BREAKING NEWS: God denies attempted murder of Pope

by philapilus


Lightning storm over Boston - NOAA

“Yo, do NOT be dissing me, y’all. Dig?”

God Almighty, Who Is and Was and Evermore Shall Be, Yahweh, Creator of Heaven and Earth, MA (Oxon) and World of Warcraft Level 29, has surprised believers and fans alike in holding His first ever press conference, in order to deny that He tried to kill the Pope yesterday.

In a voice like the thunderous clashing of continents, the Lord spake thusly: “Look mofos, I want to make it perfectly clear that the lightning strike on St Peter’s basilica yesterday was absolutely nothing to do with me, and nor was the slippery bathroom floor, or the garotte found suspiciously spanning his bedroom doorway at neck-level.
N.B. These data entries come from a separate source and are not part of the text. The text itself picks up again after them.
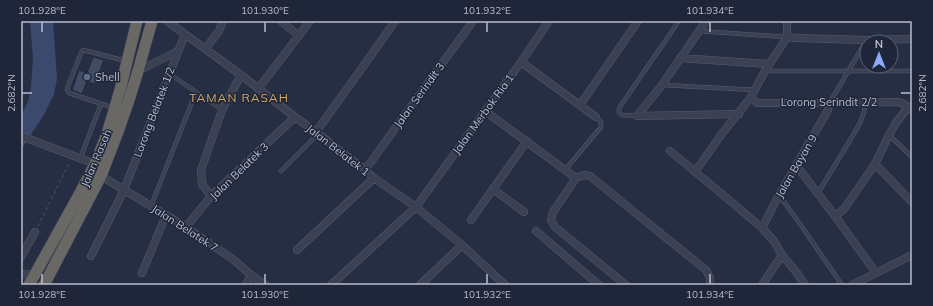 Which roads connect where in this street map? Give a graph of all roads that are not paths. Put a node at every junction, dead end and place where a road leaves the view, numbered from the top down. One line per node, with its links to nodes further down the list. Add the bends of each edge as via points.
1 (137, 21): 25 (highway, Jalan Rasah)
2 (152, 21): 28 (highway, Jalan Rasah)
3 (167, 21): 15 (street, Jalan Belatek 1)
4 (223, 21): 21 (street, via 219,31)
5 (281, 21): 16 (street)
6 (310, 21): 16 (street)
7 (395, 21): 51 (street)
8 (473, 21): 61 (street, Jalan Serindit 3)
9 (549, 21): 26 (street, Jalan Merbok Ria 1)
10 (638, 21): 42 (street)
11 (679, 21): 48 (lane, via 619,108 622,115)
12 (706, 21): 14 (street)
13 (787, 21): 17 (street)
14 (700, 31): 17 (lane); 24 (street)
15 (185, 34): 21 (street, Jalan Belatek 1); 22 (street, Lorong Belatek 1/2)
16 (299, 36): 35 (street)
17 (787, 36): 20 (street); 27 (street)
18 (899, 39): 19 (street)
19 (912, 39)
20 (859, 40)
21 (205, 49): 33 (street, Jalan Belatek 1)
22 (178, 51): 28 (street); 32 (street, Lorong Belatek 1/2)
23 (859, 53): 30 (lane)
24 (680, 58): 27 (street); 34 (street)
25 (127, 61): 41 (lane, via 87,50 81,53 67,90 69,94); 43 (highway, Jalan Rasah)
26 (521, 62): 42 (street); 46 (street, Jalan Merbok Ria 1)
27 (769, 64): 29 (street)
28 (138, 71): 65 (highway, Jalan Rasah)
29 (765, 71): 30 (lane); 36 (street)
30 (848, 71): 31 (lane); 39 (lane)
31 (912, 71)
32 (169, 74): 37 (lane); 69 (street, Lorong Belatek 1/2)
33 (241, 75): 35 (street, Jalan Belatek 1); 45 (street)
34 (662, 85): 36 (lane); 48 (street)
35 (258, 89): 49 (street, Jalan Belatek 1)
36 (755, 90): 38 (street)
37 (196, 92): 45 (lane); 74 (lane)
38 (751, 98): 39 (street, Lorong Serindit 2/2, via 757,103); 47 (street)
39 (829, 103): 40 (street, Lorong Serindit 2/2); 60 (street, Jalan Bayan 9, via 828,110)
40 (864, 103): 44 (street, Lorong Serindit 2/2, via 900,102); 70 (lane, via 860,122)
41 (101, 104): 43 (lane); 57 (lane)
42 (580, 105): 50 (street)
43 (115, 108): 58 (highway, Jalan Rasah)
44 (911, 108): 52 (street, via 896,123)
45 (222, 110): 72 (street, via 201,170 202,184)
46 (485, 111): 54 (street); 75 (street, Jalan Merbok Ria 1)
47 (739, 114): 48 (street); 64 (street)
48 (636, 116)
49 (295, 117): 51 (street, Jalan Belatek 1); 72 (street, Jalan Belatek 3)
50 (596, 117): 62 (lane, via 601,122 601,127)
51 (317, 133): 61 (street, Jalan Belatek 1); 63 (lane)
52 (889, 135): 56 (lane); 59 (street)
53 (21, 136): 57 (street)
54 (527, 141): 62 (street); 68 (street)
55 (670, 151): 64 (street)
56 (912, 158)
57 (80, 159): 58 (street)
58 (95, 164): 93 (highway, Jalan Rasah)
59 (875, 164): 73 (street); 78 (street, via 844,209)
60 (796, 165): 70 (street); 71 (street, Jalan Bayan 9)
61 (365, 170): 66 (street, Jalan Belatek 1)
62 (565, 170): 67 (street)
63 (281, 171)
64 (695, 172): 81 (street)
65 (100, 176): 69 (street, Jalan Belatek 7); 96 (highway, Jalan Rasah)
66 (374, 178): 75 (street, Jalan Belatek 1); 85 (street)
67 (576, 178): 103 (street, via 553,212 551,220 555,227); 104 (street, via 590,176 706,270)
68 (493, 189): 76 (street); 79 (street)
69 (124, 190): 74 (street, Jalan Belatek 7); 88 (street, Lorong Belatek 1/2)
70 (818, 193): 78 (street)
71 (779, 195): 81 (street, Jalan Bayan 9); 107 (lane)
72 (211, 196): 80 (street, Jalan Belatek 3)
73 (912, 202)
74 (151, 206): 77 (street, Jalan Belatek 7)
75 (416, 207): 84 (street, Jalan Belatek 1); 99 (street, Jalan Merbok Ria 1)
76 (524, 212)
77 (166, 215): 80 (street, Jalan Belatek 7); 91 (street)
78 (835, 216): 90 (street)
79 (471, 220)
80 (186, 227): 94 (street, Jalan Belatek 7)
81 (762, 228): 86 (street)
82 (536, 231): 102 (street)
83 (35, 232): 89 (street)
84 (462, 245): 100 (street); 101 (street, Jalan Belatek 1)
85 (297, 250)
86 (782, 255): 105 (street); 106 (street)
87 (912, 255): 90 (street)
88 (91, 256)
89 (21, 257)
90 (876, 272): 108 (street)
91 (142, 273)
92 (21, 274): 93 (street)
93 (35, 275): 95 (highway, Jalan Rasah)
94 (251, 275): 97 (street); 98 (street, Jalan Belatek 7)
95 (29, 285)
96 (44, 285)
97 (246, 285)
98 (266, 285)
99 (331, 285)
100 (420, 285)
101 (505, 285)
102 (599, 285)
103 (626, 285)
104 (710, 285)
105 (762, 285)
106 (805, 285)
107 (842, 285)
108 (852, 285) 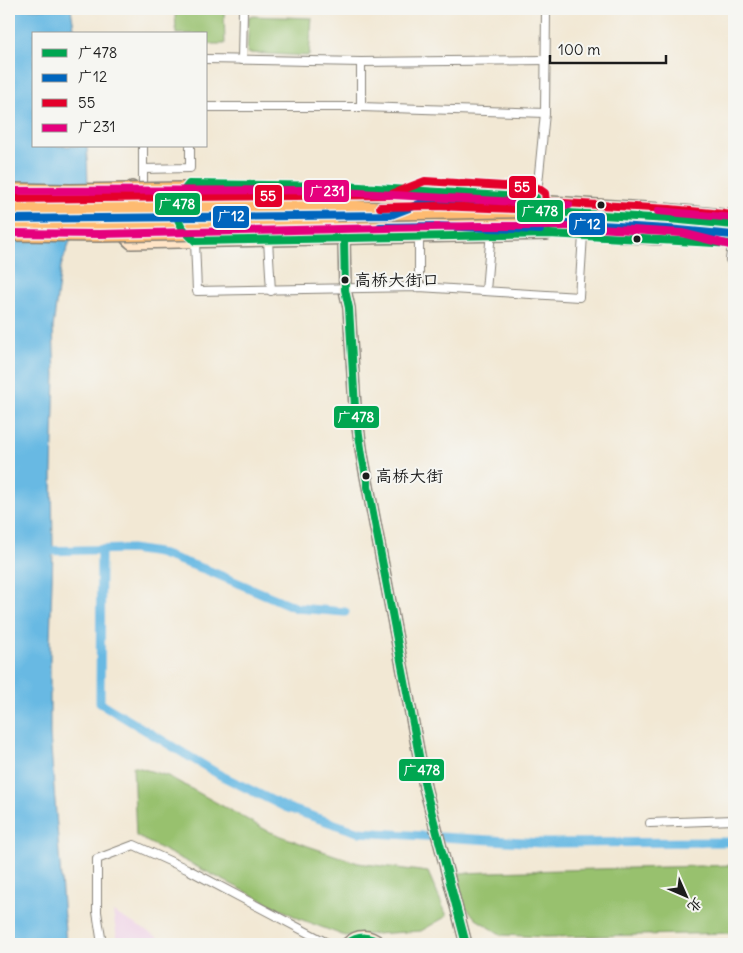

“Naturally I am really pissed that Ratsarse-inger is resigning; I made it perfectly clear to him that this was a job for life, and that no one quits me.

“But I did not attempt to kill him, and hopefully he’ll have a long and happy retirement, before I harvest his soul.”

However, as the Master of all Creation left the podium He neglected to remove his lapel-mic, and was distinctly heard muttering “So they say lightning doesn’t strike twice, eh? We’ll just see about that Joe, we’ll just bloody well see about that.” 

Pope Benedict XVI acknowledges guests Wednesda...

“Please…don’t do this!” cries Pope, as God instructs him to sit in copper chair.